The area immediately north of the station, among the last parcels of land to be filled, was approved for development in 2013. The $120 million Platform District, developed by Holland Partners Group, features three six-story, mixed-use buildings that include more than 1,000 housing units and of retail space. The first of the three buildings, "The Hub", was completed in February 2015. At the district's center is Plaza Park, a half-acre urban plaza that consists of a water feature, a colorful pergola, and a raised deck built around two white oak trees. The plaza is designed to host outdoor public events.
Public art
Artwork at the station follows the themes of a celebration of trees and the history of Orenco. The artwork incorporates a grove of trees adjacent to the station that was preserved at the behest of the artists in charge of the artwork for the stop. Individual works of art include Rings of Memory Plaza, which consists of concentric circles of granite inscribed with text by Oregon Poet Laureate Kim Stafford.
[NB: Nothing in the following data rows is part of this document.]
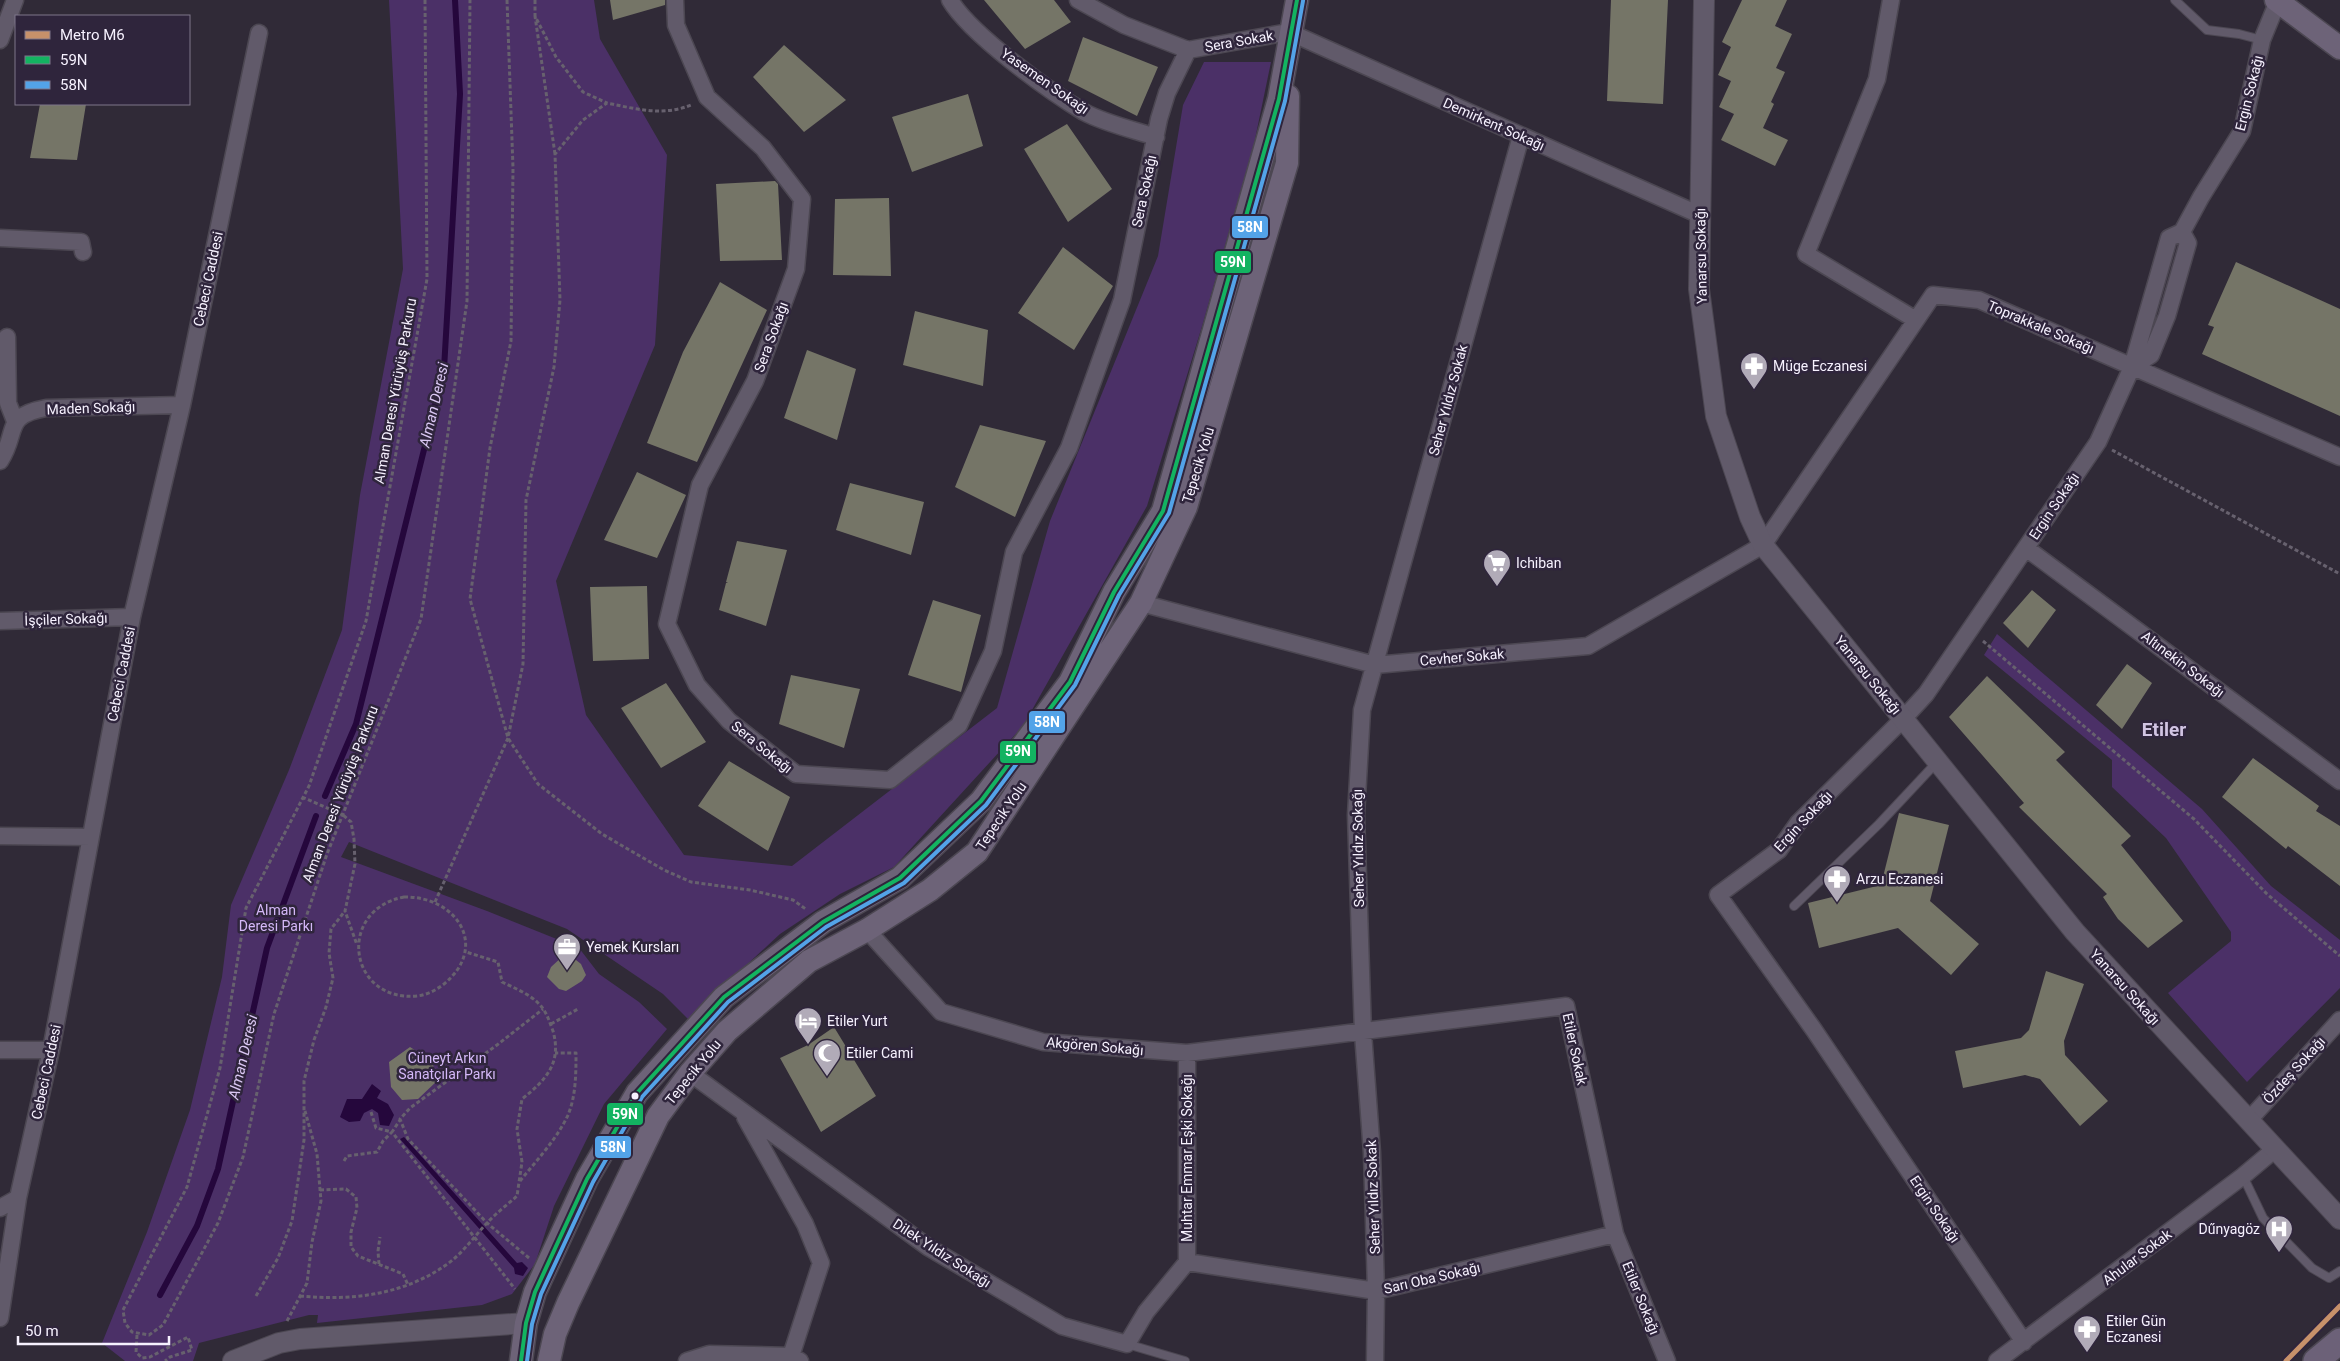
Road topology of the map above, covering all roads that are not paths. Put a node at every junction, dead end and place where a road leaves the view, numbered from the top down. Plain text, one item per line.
1 (16, 0) edge
2 (675, 0) edge
3 (950, 0) edge
4 (1078, 0) edge
5 (1297, 0) edge
6 (1704, 0) edge
7 (1891, 0) edge
8 (2175, 0) edge
9 (2277, 1) edge
10 (1290, 32) junction
11 (259, 33) dead end
12 (0, 40) edge
13 (2262, 40) junction
14 (2340, 48) edge
15 (1188, 50) junction
16 (1521, 136) junction
17 (1156, 137) junction
18 (1700, 215) junction
19 (0, 238) edge
20 (82, 252) dead end
21 (1916, 320) junction
22 (7, 337) dead end
23 (2132, 366) junction
24 (182, 405) junction
25 (15, 421) junction
26 (2340, 457) edge
27 (0, 461) edge
28 (1763, 545) junction
29 (2026, 548) junction
30 (1114, 592) junction
31 (1141, 603) junction
32 (132, 617) junction
33 (0, 621) edge
34 (1375, 665) junction
35 (1903, 719) junction
36 (1937, 762) junction
37 (2340, 781) edge
38 (0, 836) edge
39 (91, 837) junction
40 (1794, 906) dead end
41 (849, 908) junction
42 (867, 930) junction
43 (2340, 1020) edge
44 (1363, 1033) junction
45 (0, 1050) edge
46 (51, 1050) junction
47 (1187, 1054) junction
48 (669, 1057) junction
49 (690, 1073) junction
50 (743, 1112) junction
51 (2248, 1121) junction
52 (2274, 1150) junction
53 (2243, 1176) junction
54 (18, 1198) junction
55 (0, 1208) edge
56 (2340, 1219) edge
57 (1615, 1234) junction
58 (1187, 1262) junction
59 (2340, 1271) edge
60 (1376, 1291) junction
61 (535, 1292) junction
62 (568, 1303) junction
63 (0, 1318) edge
64 (526, 1323) junction
65 (555, 1334) junction
66 (2340, 1341) edge
67 (2024, 1342) junction
68 (1127, 1344) junction
69 (796, 1359) edge
70 (233, 1361) edge
71 (521, 1361) edge
72 (549, 1361) edge
73 (687, 1361) edge
74 (1186, 1361) edge
75 (1375, 1361) edge
76 (1667, 1361) edge
77 (1997, 1361) edge
78 (2316, 1361) edge

1 - 12 street
2 - 17 street, Sera Sokağı
3 - 17 street, Yasemen Sokağı
4 - 15 street
5 - 10 main road, Tepecik Yolu
6 - 18 street, Yanarsu Sokağı
7 - 21 street
8 - 13 lane
9 - 13 street, Ergin Sokağı
9 - 14 main road
10 - 15 street, Sera Sokak
10 - 16 street, Demirkent Sokağı
10 - 30 main road, Tepecik Yolu
10 - 31 main road, Tepecik Yolu
11 - 24 street, Cebeci Caddesi
13 - 23 street, Ergin Sokağı
15 - 17 street, Sera Sokağı
16 - 18 street, Demirkent Sokağı
16 - 34 street, Seher Yıldız Sokak
18 - 28 street, Yanarsu Sokağı
19 - 20 street
21 - 23 street, Toprakkale Sokağı
21 - 28 street, Toprakkale Sokağı
22 - 25 street
23 - 26 street, Toprakkale Sokağı
23 - 29 street, Ergin Sokağı
24 - 25 street, Maden Sokağı
24 - 32 street, Cebeci Caddesi
25 - 27 street
28 - 34 street, Cevher Sokak
28 - 35 street, Yanarsu Sokağı
29 - 35 street, Ergin Sokağı
29 - 37 street, Altınekin Sokağı
30 - 31 main road
30 - 41 main road, Tepecik Yolu
31 - 34 street, Cevher Sokak
31 - 42 main road, Tepecik Yolu
32 - 33 street, İşçiler Sokağı
32 - 39 street, Cebeci Caddesi
34 - 44 street, Seher Yıldız Sokağı
35 - 36 street, Yanarsu Sokağı
35 - 67 street, Ergin Sokağı
36 - 40 lane
36 - 51 street, Yanarsu Sokağı
38 - 39 street
39 - 46 street, Cebeci Caddesi
41 - 42 main road
41 - 48 main road, Tepecik Yolu
42 - 47 street, Akgören Sokağı
42 - 49 main road, Tepecik Yolu
43 - 51 street, Özdeş Sokağı
44 - 47 street, Akgören Sokağı
44 - 57 street, Etiler Sokak
44 - 60 street, Seher Yıldız Sokak
45 - 46 street
46 - 54 street, Cebeci Caddesi
47 - 58 street, Muhtar Emmar Eşki Sokağı
48 - 49 main road
48 - 61 main road, Tepecik Yolu
49 - 50 street, Dilek Yıldız Sokağı
49 - 62 main road, Tepecik Yolu
50 - 68 street, Dilek Yıldız Sokağı
50 - 69 street
51 - 52 street, Yanarsu Sokağı
52 - 53 street, Ahular Sokak
52 - 56 street, Yanarsu Sokağı
53 - 59 lane
53 - 67 street, Ahular Sokak
54 - 55 street
54 - 63 street, Cebeci Caddesi
57 - 60 street, Sarı Oba Sokağı
57 - 76 street, Etiler Sokağı
58 - 60 street, Sarı Oba Sokağı
58 - 68 street
60 - 75 street, Seher Yıldız Sokak
61 - 62 main road
61 - 64 main road, Tepecik Yolu
62 - 65 main road, Tepecik Yolu
64 - 65 main road
64 - 70 street
64 - 71 main road, Tepecik Yolu
65 - 72 main road, Tepecik Yolu
66 - 78 main road
67 - 77 street, Ahular Sokak
68 - 74 lane
69 - 73 street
Another piece is a gravel path with stone seat walls leading to an old oak grove entitled Witness Tree Rest, which includes another line by Stafford inscribed on the granite threshold at the east end of the path. Grafted Path, a pathway that connects the station to Northeast Century Boulevard, illustrates the grafting method that distinguished Oregon Nursery Company trees. East of the station is Grove of Perspective, made up of rows of trees that create optical effects when viewed from the moving train.On the platform is a piece entitled Branch Benches, located in the passenger shelters, which are custom-made benches designed by Nancy Merritt and bracketed by wisteria-covered arbors. On top of the systems building sits a hand-forged sculpture of a tree, designed by Stuart Keeler and Michael Machnic. This weather vane spreads its roots and rises up through a nine-square grid that represents the city plan of Orenco.